***** DATA IN THIS EXERCISE

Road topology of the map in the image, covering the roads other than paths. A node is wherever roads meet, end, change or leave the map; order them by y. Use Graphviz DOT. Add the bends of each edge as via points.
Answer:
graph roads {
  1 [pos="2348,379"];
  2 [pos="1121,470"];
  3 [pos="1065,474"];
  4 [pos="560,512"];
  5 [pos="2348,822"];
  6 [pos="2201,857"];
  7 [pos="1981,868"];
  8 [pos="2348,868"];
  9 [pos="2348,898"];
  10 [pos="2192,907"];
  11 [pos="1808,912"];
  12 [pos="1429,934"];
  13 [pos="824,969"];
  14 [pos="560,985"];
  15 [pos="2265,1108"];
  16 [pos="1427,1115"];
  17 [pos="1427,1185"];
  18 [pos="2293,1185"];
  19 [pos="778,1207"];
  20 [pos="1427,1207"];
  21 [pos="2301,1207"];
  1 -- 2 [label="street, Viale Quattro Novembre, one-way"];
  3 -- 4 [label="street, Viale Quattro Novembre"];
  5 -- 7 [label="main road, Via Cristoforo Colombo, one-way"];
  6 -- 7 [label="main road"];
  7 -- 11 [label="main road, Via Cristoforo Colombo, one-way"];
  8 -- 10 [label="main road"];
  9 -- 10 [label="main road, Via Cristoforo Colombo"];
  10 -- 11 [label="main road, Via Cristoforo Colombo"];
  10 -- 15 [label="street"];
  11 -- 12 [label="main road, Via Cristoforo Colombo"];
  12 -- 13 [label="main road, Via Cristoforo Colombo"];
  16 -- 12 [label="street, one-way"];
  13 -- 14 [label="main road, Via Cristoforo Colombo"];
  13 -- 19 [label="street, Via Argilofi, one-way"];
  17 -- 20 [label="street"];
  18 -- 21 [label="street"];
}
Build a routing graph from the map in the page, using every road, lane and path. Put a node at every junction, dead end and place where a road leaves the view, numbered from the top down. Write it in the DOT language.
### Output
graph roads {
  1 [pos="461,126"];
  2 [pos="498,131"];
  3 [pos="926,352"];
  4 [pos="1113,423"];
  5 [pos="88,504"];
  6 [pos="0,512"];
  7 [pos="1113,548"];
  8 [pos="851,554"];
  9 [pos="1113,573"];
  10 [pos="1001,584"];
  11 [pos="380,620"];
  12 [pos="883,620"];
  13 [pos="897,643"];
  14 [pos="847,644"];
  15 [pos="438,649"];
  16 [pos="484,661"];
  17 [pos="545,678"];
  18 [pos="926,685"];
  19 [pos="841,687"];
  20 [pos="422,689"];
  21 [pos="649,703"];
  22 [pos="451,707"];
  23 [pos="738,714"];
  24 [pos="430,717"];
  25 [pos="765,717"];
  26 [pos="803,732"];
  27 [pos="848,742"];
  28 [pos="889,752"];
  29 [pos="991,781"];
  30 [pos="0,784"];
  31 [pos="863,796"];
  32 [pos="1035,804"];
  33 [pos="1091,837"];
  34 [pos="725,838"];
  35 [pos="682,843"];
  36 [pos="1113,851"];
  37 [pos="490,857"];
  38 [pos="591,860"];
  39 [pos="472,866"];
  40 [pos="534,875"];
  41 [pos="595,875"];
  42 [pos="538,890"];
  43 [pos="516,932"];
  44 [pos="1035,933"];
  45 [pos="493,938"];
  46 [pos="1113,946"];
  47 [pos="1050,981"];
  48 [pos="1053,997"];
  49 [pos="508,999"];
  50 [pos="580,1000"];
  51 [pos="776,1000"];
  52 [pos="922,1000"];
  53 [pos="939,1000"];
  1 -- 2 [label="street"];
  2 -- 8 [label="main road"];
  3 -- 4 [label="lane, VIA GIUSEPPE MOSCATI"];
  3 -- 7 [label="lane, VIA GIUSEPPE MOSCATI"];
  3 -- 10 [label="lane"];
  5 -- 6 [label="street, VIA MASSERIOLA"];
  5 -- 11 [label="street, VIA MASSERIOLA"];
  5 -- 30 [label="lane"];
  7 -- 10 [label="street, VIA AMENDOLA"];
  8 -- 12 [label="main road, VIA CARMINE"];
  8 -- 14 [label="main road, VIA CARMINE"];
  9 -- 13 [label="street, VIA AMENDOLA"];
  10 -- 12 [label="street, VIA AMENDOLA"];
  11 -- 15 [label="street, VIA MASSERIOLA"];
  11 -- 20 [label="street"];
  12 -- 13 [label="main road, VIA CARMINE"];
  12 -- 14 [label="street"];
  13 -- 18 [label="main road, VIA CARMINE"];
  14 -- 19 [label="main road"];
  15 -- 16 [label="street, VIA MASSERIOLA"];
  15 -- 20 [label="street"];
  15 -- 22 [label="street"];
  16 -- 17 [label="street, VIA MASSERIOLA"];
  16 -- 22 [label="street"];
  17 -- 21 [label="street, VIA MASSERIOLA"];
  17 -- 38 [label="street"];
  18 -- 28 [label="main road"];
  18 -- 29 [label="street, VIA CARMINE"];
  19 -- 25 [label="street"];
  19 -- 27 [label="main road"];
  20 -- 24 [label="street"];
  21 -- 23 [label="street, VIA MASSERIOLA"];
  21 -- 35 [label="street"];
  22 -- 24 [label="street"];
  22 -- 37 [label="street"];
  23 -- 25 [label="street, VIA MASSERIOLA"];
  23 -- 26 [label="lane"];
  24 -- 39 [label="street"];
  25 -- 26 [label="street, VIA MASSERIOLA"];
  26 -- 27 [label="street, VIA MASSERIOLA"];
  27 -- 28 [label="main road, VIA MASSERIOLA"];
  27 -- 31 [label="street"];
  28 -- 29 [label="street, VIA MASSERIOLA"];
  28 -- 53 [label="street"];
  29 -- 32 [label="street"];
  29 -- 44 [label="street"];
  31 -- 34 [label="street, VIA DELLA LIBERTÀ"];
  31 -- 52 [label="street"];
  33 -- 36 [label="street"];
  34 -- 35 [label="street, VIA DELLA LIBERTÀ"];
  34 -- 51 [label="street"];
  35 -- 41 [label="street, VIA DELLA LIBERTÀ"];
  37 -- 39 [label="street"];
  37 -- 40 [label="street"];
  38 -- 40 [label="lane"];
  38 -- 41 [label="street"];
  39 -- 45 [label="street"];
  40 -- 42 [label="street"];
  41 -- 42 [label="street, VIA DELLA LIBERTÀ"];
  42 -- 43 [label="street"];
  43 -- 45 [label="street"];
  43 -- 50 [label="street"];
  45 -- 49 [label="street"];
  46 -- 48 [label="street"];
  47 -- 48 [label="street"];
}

**********

Set down the data once more, word for word.

Road topology of the map in the image, covering the roads other than paths. A node is wherever roads meet, end, change or leave the map; order them by y. Use Graphviz DOT. Add the bends of each edge as via points.
Answer:
graph roads {
  1 [pos="2348,379"];
  2 [pos="1121,470"];
  3 [pos="1065,474"];
  4 [pos="560,512"];
  5 [pos="2348,822"];
  6 [pos="2201,857"];
  7 [pos="1981,868"];
  8 [pos="2348,868"];
  9 [pos="2348,898"];
  10 [pos="2192,907"];
  11 [pos="1808,912"];
  12 [pos="1429,934"];
  13 [pos="824,969"];
  14 [pos="560,985"];
  15 [pos="2265,1108"];
  16 [pos="1427,1115"];
  17 [pos="1427,1185"];
  18 [pos="2293,1185"];
  19 [pos="778,1207"];
  20 [pos="1427,1207"];
  21 [pos="2301,1207"];
  1 -- 2 [label="street, Viale Quattro Novembre, one-way"];
  3 -- 4 [label="street, Viale Quattro Novembre"];
  5 -- 7 [label="main road, Via Cristoforo Colombo, one-way"];
  6 -- 7 [label="main road"];
  7 -- 11 [label="main road, Via Cristoforo Colombo, one-way"];
  8 -- 10 [label="main road"];
  9 -- 10 [label="main road, Via Cristoforo Colombo"];
  10 -- 11 [label="main road, Via Cristoforo Colombo"];
  10 -- 15 [label="street"];
  11 -- 12 [label="main road, Via Cristoforo Colombo"];
  12 -- 13 [label="main road, Via Cristoforo Colombo"];
  16 -- 12 [label="street, one-way"];
  13 -- 14 [label="main road, Via Cristoforo Colombo"];
  13 -- 19 [label="street, Via Argilofi, one-way"];
  17 -- 20 [label="street"];
  18 -- 21 [label="street"];
}
Build a routing graph from the map in the page, using every road, lane and path. Put a node at every junction, dead end and place where a road leaves the view, numbered from the top down. Write it in the DOT language.
### Output
graph roads {
  1 [pos="461,126"];
  2 [pos="498,131"];
  3 [pos="926,352"];
  4 [pos="1113,423"];
  5 [pos="88,504"];
  6 [pos="0,512"];
  7 [pos="1113,548"];
  8 [pos="851,554"];
  9 [pos="1113,573"];
  10 [pos="1001,584"];
  11 [pos="380,620"];
  12 [pos="883,620"];
  13 [pos="897,643"];
  14 [pos="847,644"];
  15 [pos="438,649"];
  16 [pos="484,661"];
  17 [pos="545,678"];
  18 [pos="926,685"];
  19 [pos="841,687"];
  20 [pos="422,689"];
  21 [pos="649,703"];
  22 [pos="451,707"];
  23 [pos="738,714"];
  24 [pos="430,717"];
  25 [pos="765,717"];
  26 [pos="803,732"];
  27 [pos="848,742"];
  28 [pos="889,752"];
  29 [pos="991,781"];
  30 [pos="0,784"];
  31 [pos="863,796"];
  32 [pos="1035,804"];
  33 [pos="1091,837"];
  34 [pos="725,838"];
  35 [pos="682,843"];
  36 [pos="1113,851"];
  37 [pos="490,857"];
  38 [pos="591,860"];
  39 [pos="472,866"];
  40 [pos="534,875"];
  41 [pos="595,875"];
  42 [pos="538,890"];
  43 [pos="516,932"];
  44 [pos="1035,933"];
  45 [pos="493,938"];
  46 [pos="1113,946"];
  47 [pos="1050,981"];
  48 [pos="1053,997"];
  49 [pos="508,999"];
  50 [pos="580,1000"];
  51 [pos="776,1000"];
  52 [pos="922,1000"];
  53 [pos="939,1000"];
  1 -- 2 [label="street"];
  2 -- 8 [label="main road"];
  3 -- 4 [label="lane, VIA GIUSEPPE MOSCATI"];
  3 -- 7 [label="lane, VIA GIUSEPPE MOSCATI"];
  3 -- 10 [label="lane"];
  5 -- 6 [label="street, VIA MASSERIOLA"];
  5 -- 11 [label="street, VIA MASSERIOLA"];
  5 -- 30 [label="lane"];
  7 -- 10 [label="street, VIA AMENDOLA"];
  8 -- 12 [label="main road, VIA CARMINE"];
  8 -- 14 [label="main road, VIA CARMINE"];
  9 -- 13 [label="street, VIA AMENDOLA"];
  10 -- 12 [label="street, VIA AMENDOLA"];
  11 -- 15 [label="street, VIA MASSERIOLA"];
  11 -- 20 [label="street"];
  12 -- 13 [label="main road, VIA CARMINE"];
  12 -- 14 [label="street"];
  13 -- 18 [label="main road, VIA CARMINE"];
  14 -- 19 [label="main road"];
  15 -- 16 [label="street, VIA MASSERIOLA"];
  15 -- 20 [label="street"];
  15 -- 22 [label="street"];
  16 -- 17 [label="street, VIA MASSERIOLA"];
  16 -- 22 [label="street"];
  17 -- 21 [label="street, VIA MASSERIOLA"];
  17 -- 38 [label="street"];
  18 -- 28 [label="main road"];
  18 -- 29 [label="street, VIA CARMINE"];
  19 -- 25 [label="street"];
  19 -- 27 [label="main road"];
  20 -- 24 [label="street"];
  21 -- 23 [label="street, VIA MASSERIOLA"];
  21 -- 35 [label="street"];
  22 -- 24 [label="street"];
  22 -- 37 [label="street"];
  23 -- 25 [label="street, VIA MASSERIOLA"];
  23 -- 26 [label="lane"];
  24 -- 39 [label="street"];
  25 -- 26 [label="street, VIA MASSERIOLA"];
  26 -- 27 [label="street, VIA MASSERIOLA"];
  27 -- 28 [label="main road, VIA MASSERIOLA"];
  27 -- 31 [label="street"];
  28 -- 29 [label="street, VIA MASSERIOLA"];
  28 -- 53 [label="street"];
  29 -- 32 [label="street"];
  29 -- 44 [label="street"];
  31 -- 34 [label="street, VIA DELLA LIBERTÀ"];
  31 -- 52 [label="street"];
  33 -- 36 [label="street"];
  34 -- 35 [label="street, VIA DELLA LIBERTÀ"];
  34 -- 51 [label="street"];
  35 -- 41 [label="street, VIA DELLA LIBERTÀ"];
  37 -- 39 [label="street"];
  37 -- 40 [label="street"];
  38 -- 40 [label="lane"];
  38 -- 41 [label="street"];
  39 -- 45 [label="street"];
  40 -- 42 [label="street"];
  41 -- 42 [label="street, VIA DELLA LIBERTÀ"];
  42 -- 43 [label="street"];
  43 -- 45 [label="street"];
  43 -- 50 [label="street"];
  45 -- 49 [label="street"];
  46 -- 48 [label="street"];
  47 -- 48 [label="street"];
}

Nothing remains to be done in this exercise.